The Virtual Secretary is a Python framework allowing to write custom filters and actions to automate your digital office workflows. It provides connectors to synchronize information across:
- your emails,
- your contacts (address books),
- your Instagram posts & comments,
- and more in the future:
- your agenda events,
- your database entries.
It aims at making your ultra-connected office life less stressful, by cross-checking and pre-filtering information for you, such that you get a digest of only the important/urgent information, and can deal with less important information later, at your own pace.
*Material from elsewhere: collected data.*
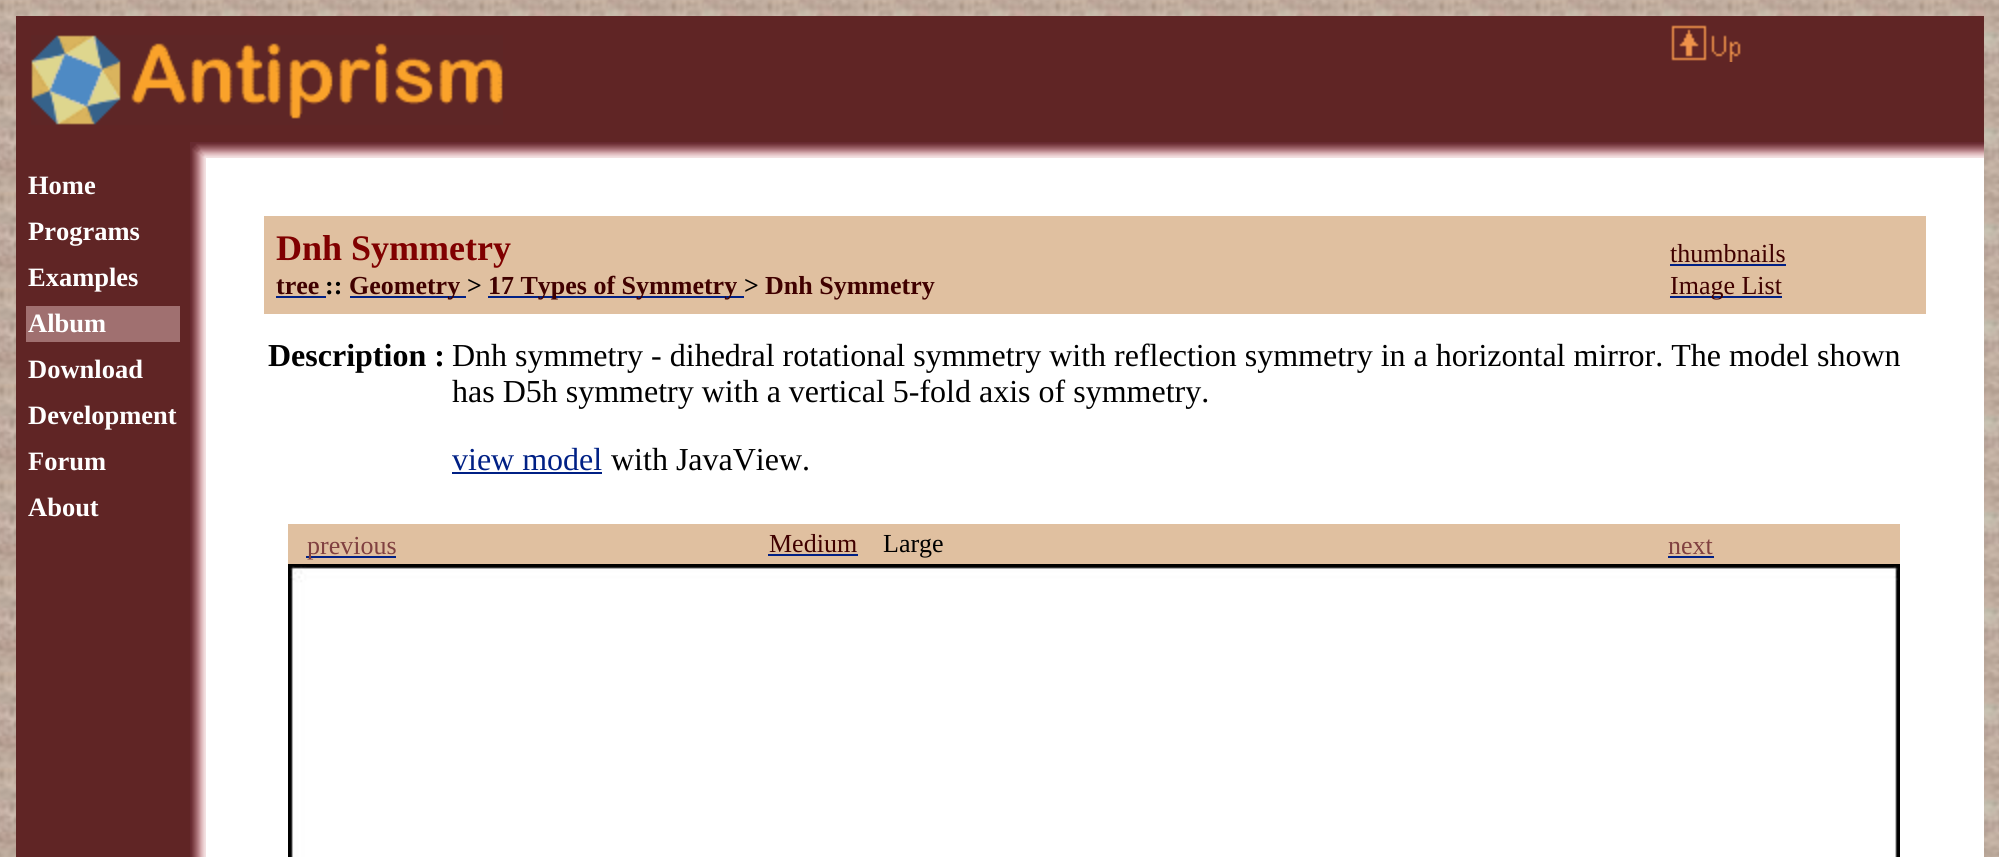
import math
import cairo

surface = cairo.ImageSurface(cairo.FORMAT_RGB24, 1999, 857)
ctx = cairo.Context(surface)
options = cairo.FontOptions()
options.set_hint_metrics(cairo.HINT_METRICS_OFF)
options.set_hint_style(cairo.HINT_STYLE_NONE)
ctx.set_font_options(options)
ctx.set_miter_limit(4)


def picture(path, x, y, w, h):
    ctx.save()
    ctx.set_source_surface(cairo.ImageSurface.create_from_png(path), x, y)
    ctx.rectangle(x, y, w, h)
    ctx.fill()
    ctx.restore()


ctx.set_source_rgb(1, 1, 1)
ctx.paint()
picture("img1.png", 0, 0, 1999, 857)
ctx.set_source_rgb(0.376, 0.145, 0.145)
ctx.rectangle(16, 16, 1968, 126)
ctx.fill()
picture("img2.png", 31, 35, 472, 90)
picture("img3.png", 1671, 25, 70, 37)
ctx.rectangle(16, 142, 174, 715)
ctx.fill()
picture("img4.png", 190, 142, 16, 16)
picture("img5.png", 206, 142, 1778, 16)
ctx.select_font_face("Liberation Serif", cairo.FONT_SLANT_NORMAL, cairo.FONT_WEIGHT_BOLD)
ctx.set_font_size(26.5)
ctx.set_source_rgb(1, 1, 1)
ctx.move_to(28, 194)
ctx.show_text("Home")
ctx.move_to(28, 240)
ctx.show_text("Programs")
ctx.move_to(28, 286)
ctx.show_text("Examples")
ctx.set_source_rgb(0.627, 0.439, 0.439)
ctx.rectangle(26, 306, 154, 36)
ctx.fill()
ctx.set_source_rgb(1, 1, 1)
ctx.move_to(28, 332)
ctx.show_text("Album")
ctx.move_to(28, 378)
ctx.show_text("Download")
ctx.move_to(28, 424)
ctx.show_text("Development")
ctx.move_to(28, 470)
ctx.show_text("Forum")
ctx.move_to(28, 516)
ctx.show_text("About")
picture("img6.png", 190, 158, 16, 699)
ctx.rectangle(206, 158, 1778, 699)
ctx.fill()
ctx.set_source_rgb(0.878, 0.753, 0.627)
ctx.rectangle(264, 216, 1662, 98)
ctx.fill()
ctx.set_font_size(36)
ctx.set_source_rgb(0.502, 0, 0)
ctx.move_to(276, 260)
ctx.show_text("Dnh Symmetry")
ctx.select_font_face("Liberation Serif")
ctx.set_font_size(26)
ctx.set_source_rgb(0.251, 0, 0)
ctx.move_to(1670, 262)
ctx.show_text("thumbnails")
ctx.set_source_rgb(0, 0.125, 0.522)
ctx.rectangle(1670, 264, 116, 2)
ctx.fill()
ctx.select_font_face("Liberation Serif", cairo.FONT_SLANT_NORMAL, cairo.FONT_WEIGHT_BOLD)
ctx.set_source_rgb(0.251, 0, 0)
ctx.move_to(276, 294)
ctx.show_text("tree")
ctx.set_source_rgb(0, 0.125, 0.522)
ctx.rectangle(276, 296, 50, 2)
ctx.fill()
ctx.set_source_rgb(0, 0, 0)
ctx.move_to(325, 294)
ctx.show_text("::")
ctx.set_source_rgb(0, 0.125, 0.522)
ctx.rectangle(350, 296, 110, 2)
ctx.fill()
ctx.set_source_rgb(0.251, 0, 0)
ctx.move_to(349, 294)
ctx.show_text("Geometry")
ctx.set_source_rgb(0, 0.125, 0.522)
ctx.rectangle(460, 296, 6, 2)
ctx.fill()
ctx.set_source_rgb(0, 0, 0)
ctx.move_to(467, 294)
ctx.show_text(">")
ctx.set_source_rgb(0, 0.125, 0.522)
ctx.rectangle(488, 296, 256, 2)
ctx.fill()
ctx.set_source_rgb(0.251, 0, 0)
ctx.move_to(488, 294)
ctx.show_text("17 Types of Symmetry")
ctx.set_source_rgb(0, 0, 0)
ctx.move_to(744, 294)
ctx.show_text(">")
ctx.set_source_rgb(0.251, 0, 0)
ctx.move_to(765, 294)
ctx.show_text("Dnh Symmetry")
ctx.set_source_rgb(0, 0.125, 0.522)
ctx.rectangle(1670, 296, 112, 2)
ctx.fill()
ctx.select_font_face("Liberation Serif")
ctx.set_source_rgb(0.251, 0, 0)
ctx.move_to(1670, 294)
ctx.show_text("Image List")
ctx.select_font_face("Liberation Serif", cairo.FONT_SLANT_NORMAL, cairo.FONT_WEIGHT_BOLD)
ctx.set_font_size(32)
ctx.set_source_rgb(0, 0, 0)
ctx.move_to(268, 366)
ctx.show_text("Description :")
ctx.select_font_face("Liberation Serif")
ctx.move_to(452, 366)
ctx.show_text("Dnh symmetry - dihedral rotational symmetry with reflection symmetry in a horizontal mirror. The model shown")
ctx.move_to(452, 402)
ctx.show_text("has D5h symmetry with a vertical 5-fold axis of symmetry.")
ctx.set_source_rgb(0, 0.125, 0.522)
ctx.move_to(452, 470)
ctx.show_text("view model")
ctx.rectangle(452, 472, 150, 2)
ctx.fill()
ctx.set_source_rgb(0, 0, 0)
ctx.move_to(611, 470)
ctx.show_text("with JavaView.")
ctx.set_source_rgb(0.878, 0.753, 0.627)
ctx.rectangle(288, 524, 1612, 40)
ctx.fill()
ctx.set_source_rgb(0, 0.125, 0.522)
ctx.rectangle(306, 556, 90, 2)
ctx.fill()
ctx.set_font_size(26)
ctx.set_source_rgb(0.502, 0.251, 0.251)
ctx.move_to(307, 554)
ctx.show_text("previous")
ctx.set_source_rgb(0.251, 0, 0)
ctx.move_to(769, 552)
ctx.show_text("Medium")
ctx.set_source_rgb(0, 0.125, 0.522)
ctx.rectangle(768, 554, 90, 2)
ctx.fill()
ctx.set_source_rgb(0, 0, 0)
ctx.move_to(883, 552)
ctx.show_text("Large")
ctx.set_source_rgb(0.502, 0.251, 0.251)
ctx.move_to(1668, 554)
ctx.show_text("next")
ctx.set_source_rgb(0, 0.125, 0.522)
ctx.rectangle(1668, 556, 46, 2)
ctx.fill()
ctx.set_source_rgb(0, 0, 0)
ctx.rectangle(288, 564, 1612, 293)
ctx.fill()
picture("img7.png", 290, 566, 1608, 291)
surface.write_to_png("page.png")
The framework provides an high-level Python API allowing you to efficiently write simple and advanced email filters, unleashing the full power of the Python programming language, along with its powerful ecosystem of packages for data mining, machine learning, regular expression search, etc.
The Virtual Secretary works standalone: it doesn’t need any intermediate piece of software, but connects directly to servers. It can therefore be used on any typical mailbox supporting IMAP v4 (Gmail, Outlook/Office365, self-hosted and custom servers). It can work alongside your usual desktop mail client (Microsoft Outlook, Mozilla Thunderbird, web clients like Zimbra, Horde, SoGo, etc.).
Internally, it provides low-level features exposed through a nice programming interface allowing to write clean and elegant filters:
- connection to IMAP and SMTP mail servers through SSL and StartTLS, allowing to fetch, parse, delete and send threaded emails (tested with Hotmail/Live, Gmail, Dovecot and Exim),
- connection to Instagram through their OAuth2 and Rest API (read-only),
- email authentication (spam detection) through SPF, DKIM and ARC,
- connection to CardDAV address book servers (tested with SabreDAV, used by NextCloud and Owncloud servers) (read-only),
- natural language processing with machine-learning classifier (SVM on top of word2vec), allowing to train your own AI against your own emails in your own language and perform automatic tagging and sorting based on content,
- filters can be processed on a desktop or on a server, on demand or as a Cron job. A locking mechanism prevents more than one instance to process each mailbox. AI classifiers can be trained locally on desktop and sent to run on the server,
- an overridable internal logging mechanism prevents emails from being processed more than once, so automatic actions that are manually reverted are not performed again on the next run.
Examples of applications¤
The Virtual Secretary can, for example :
- move emails into IMAP folders or tag them based on their sender and content,
- detect spoofed emails and send them to the spam box,
- mirror your Instagram comments into an IMAP folder, respecting their original date, author, and threading, and attaching the original media,
- create advanced autoresponders, based on timeframes and number of unread messages in your mailbox,
- detect the language of an email.
In the future, it will be able to :
- add an “urgent” tag to emails sent by people with whom you have an appointment scheduled in the next 48 hours,
- add a “client” tag to emails sent by someone who bought your product (connecting to the MySQL database of your Prestashop or WordPress WooCommerce website).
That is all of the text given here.